Retype all of the data word for word, without pictures.

[Data items]
▼▼▼
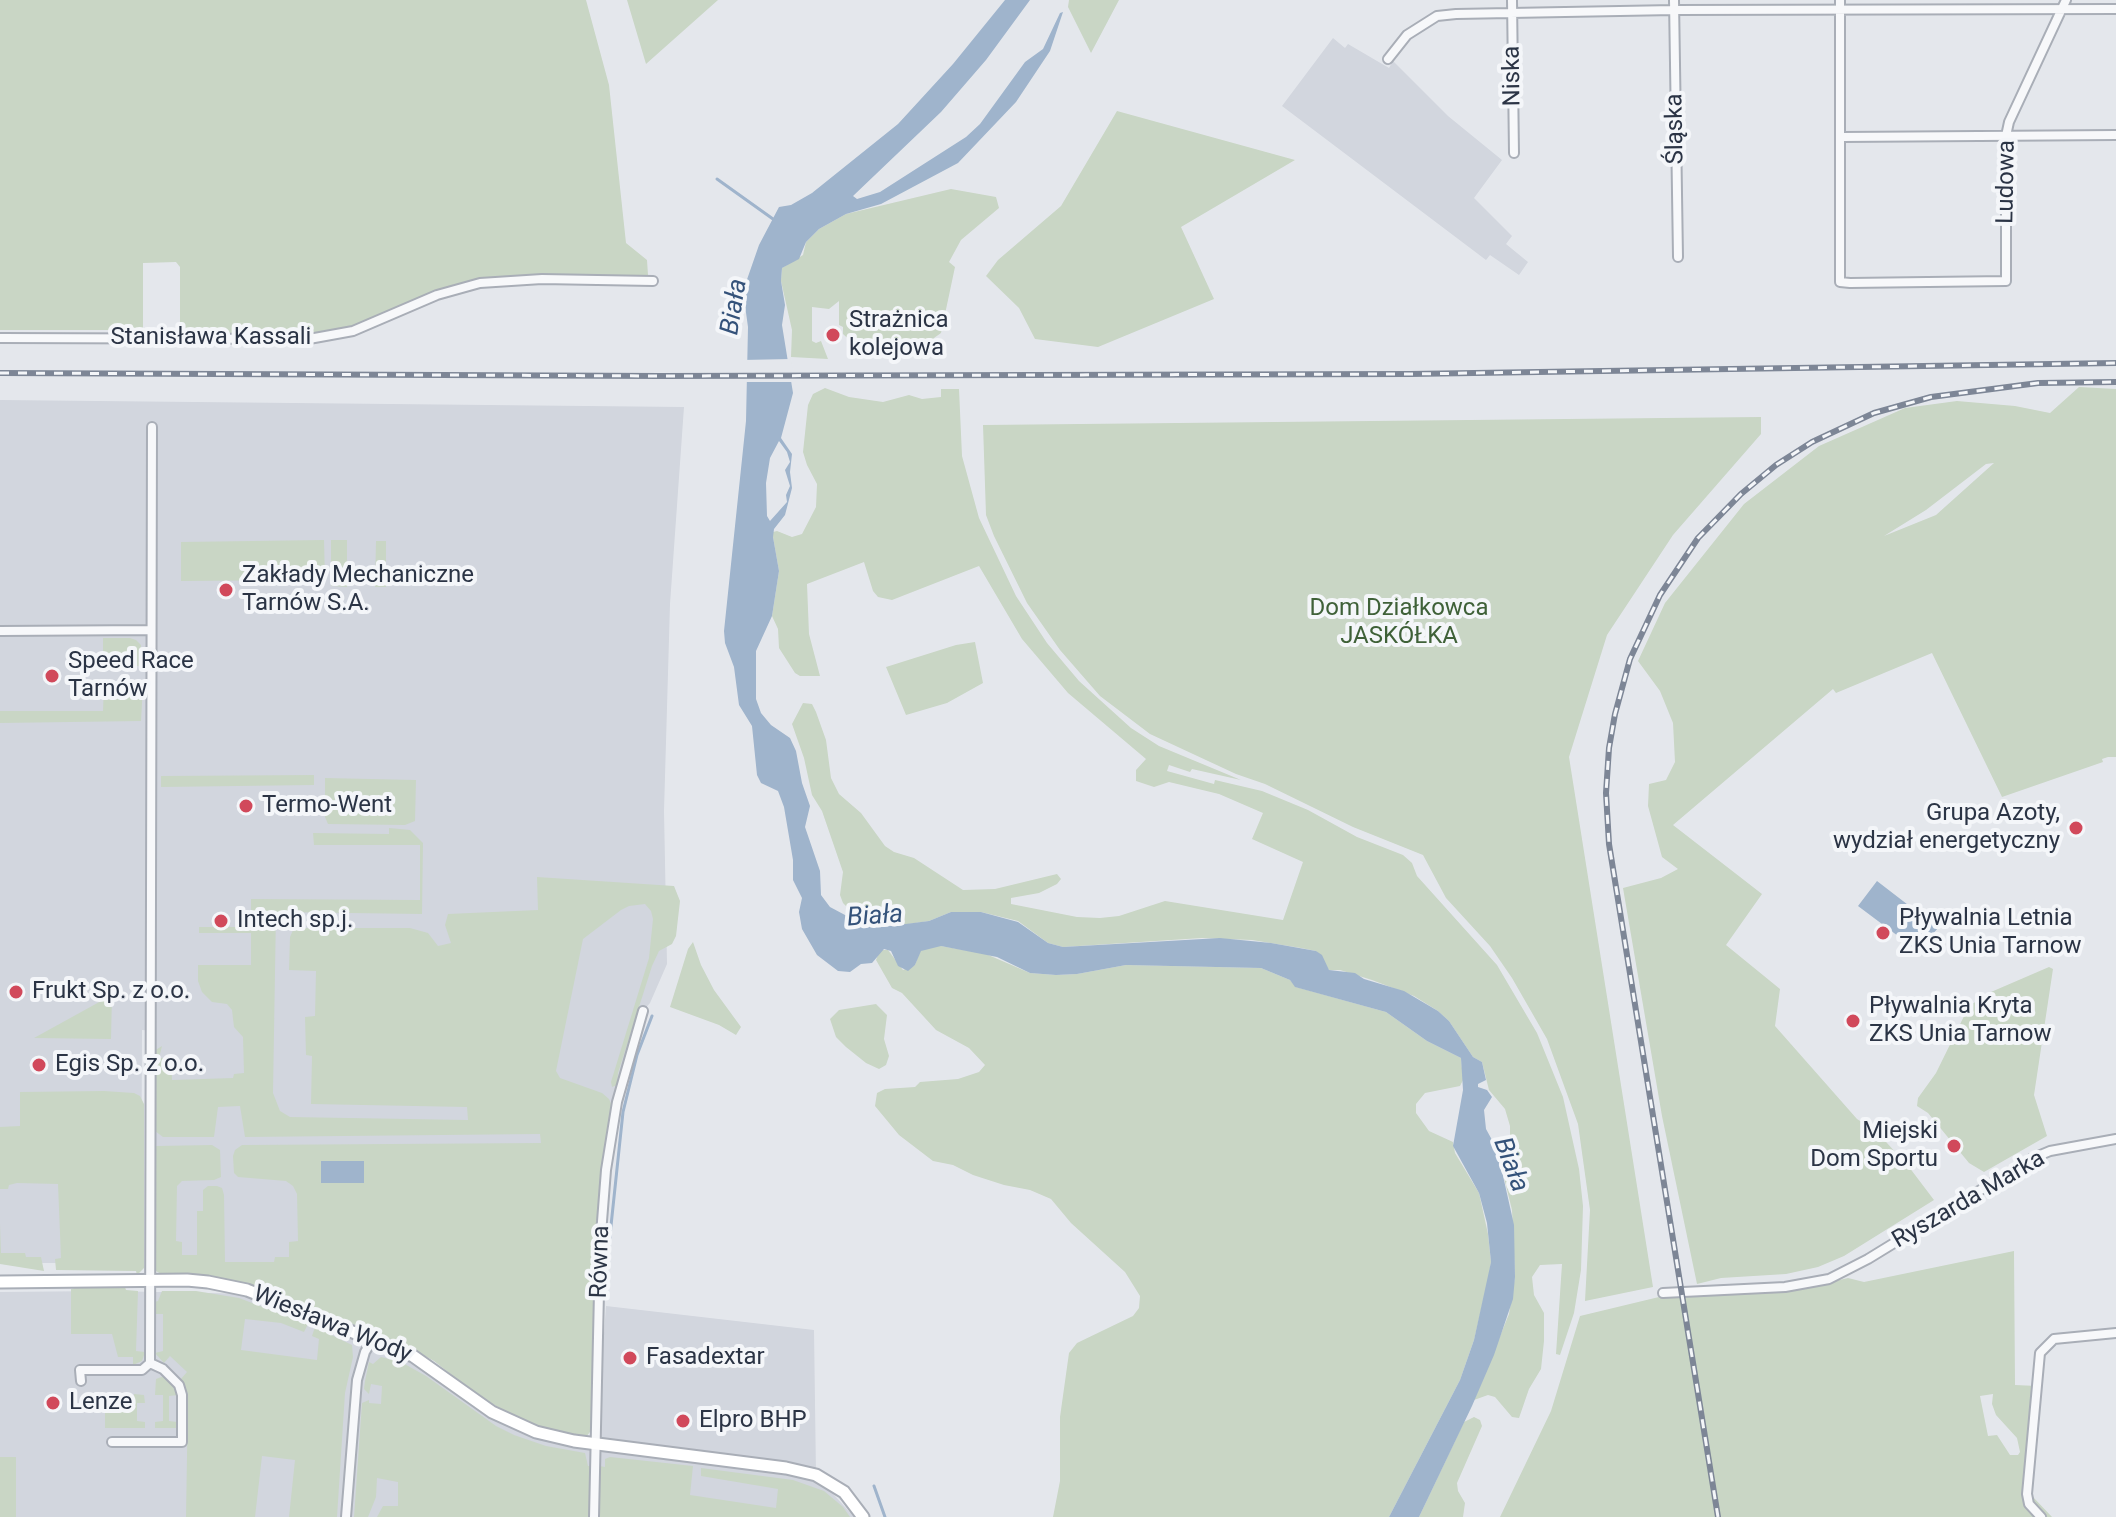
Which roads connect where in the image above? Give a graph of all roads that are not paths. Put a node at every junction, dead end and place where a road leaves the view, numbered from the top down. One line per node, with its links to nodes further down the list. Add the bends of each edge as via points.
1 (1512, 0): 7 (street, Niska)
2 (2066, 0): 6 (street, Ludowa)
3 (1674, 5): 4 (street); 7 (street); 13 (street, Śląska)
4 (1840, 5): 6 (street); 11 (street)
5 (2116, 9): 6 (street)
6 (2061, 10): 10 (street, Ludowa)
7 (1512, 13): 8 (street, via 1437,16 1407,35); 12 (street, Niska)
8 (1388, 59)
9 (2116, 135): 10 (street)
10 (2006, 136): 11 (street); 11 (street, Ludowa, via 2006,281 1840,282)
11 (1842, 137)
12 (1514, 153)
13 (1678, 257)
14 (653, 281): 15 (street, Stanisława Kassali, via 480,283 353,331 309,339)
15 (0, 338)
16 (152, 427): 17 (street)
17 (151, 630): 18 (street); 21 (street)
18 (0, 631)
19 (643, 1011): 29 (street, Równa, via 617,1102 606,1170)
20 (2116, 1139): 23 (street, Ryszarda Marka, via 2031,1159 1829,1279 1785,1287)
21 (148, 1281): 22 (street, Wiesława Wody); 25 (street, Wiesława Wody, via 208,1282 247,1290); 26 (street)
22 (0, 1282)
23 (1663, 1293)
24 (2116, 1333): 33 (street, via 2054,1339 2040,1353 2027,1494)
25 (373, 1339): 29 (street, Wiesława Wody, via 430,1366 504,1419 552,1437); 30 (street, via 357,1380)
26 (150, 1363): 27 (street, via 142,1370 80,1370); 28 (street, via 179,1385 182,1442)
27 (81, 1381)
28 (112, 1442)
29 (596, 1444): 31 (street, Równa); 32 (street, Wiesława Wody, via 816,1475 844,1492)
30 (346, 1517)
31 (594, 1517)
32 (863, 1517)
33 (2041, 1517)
▲▲▲
- [Answer area]
Which roads connect where in the image above? Give a graph of all roads that are not paths. Put a node at every junction, dead end and place where a road leaves the view, numbered from the top down. One line per node, with its links to nodes further down the list. Add the bends of each edge as via points.
1 (1512, 0): 7 (street, Niska)
2 (2066, 0): 6 (street, Ludowa)
3 (1674, 5): 4 (street); 7 (street); 13 (street, Śląska)
4 (1840, 5): 6 (street); 11 (street)
5 (2116, 9): 6 (street)
6 (2061, 10): 10 (street, Ludowa)
7 (1512, 13): 8 (street, via 1437,16 1407,35); 12 (street, Niska)
8 (1388, 59)
9 (2116, 135): 10 (street)
10 (2006, 136): 11 (street); 11 (street, Ludowa, via 2006,281 1840,282)
11 (1842, 137)
12 (1514, 153)
13 (1678, 257)
14 (653, 281): 15 (street, Stanisława Kassali, via 480,283 353,331 309,339)
15 (0, 338)
16 (152, 427): 17 (street)
17 (151, 630): 18 (street); 21 (street)
18 (0, 631)
19 (643, 1011): 29 (street, Równa, via 617,1102 606,1170)
20 (2116, 1139): 23 (street, Ryszarda Marka, via 2031,1159 1829,1279 1785,1287)
21 (148, 1281): 22 (street, Wiesława Wody); 25 (street, Wiesława Wody, via 208,1282 247,1290); 26 (street)
22 (0, 1282)
23 (1663, 1293)
24 (2116, 1333): 33 (street, via 2054,1339 2040,1353 2027,1494)
25 (373, 1339): 29 (street, Wiesława Wody, via 430,1366 504,1419 552,1437); 30 (street, via 357,1380)
26 (150, 1363): 27 (street, via 142,1370 80,1370); 28 (street, via 179,1385 182,1442)
27 (81, 1381)
28 (112, 1442)
29 (596, 1444): 31 (street, Równa); 32 (street, Wiesława Wody, via 816,1475 844,1492)
30 (346, 1517)
31 (594, 1517)
32 (863, 1517)
33 (2041, 1517)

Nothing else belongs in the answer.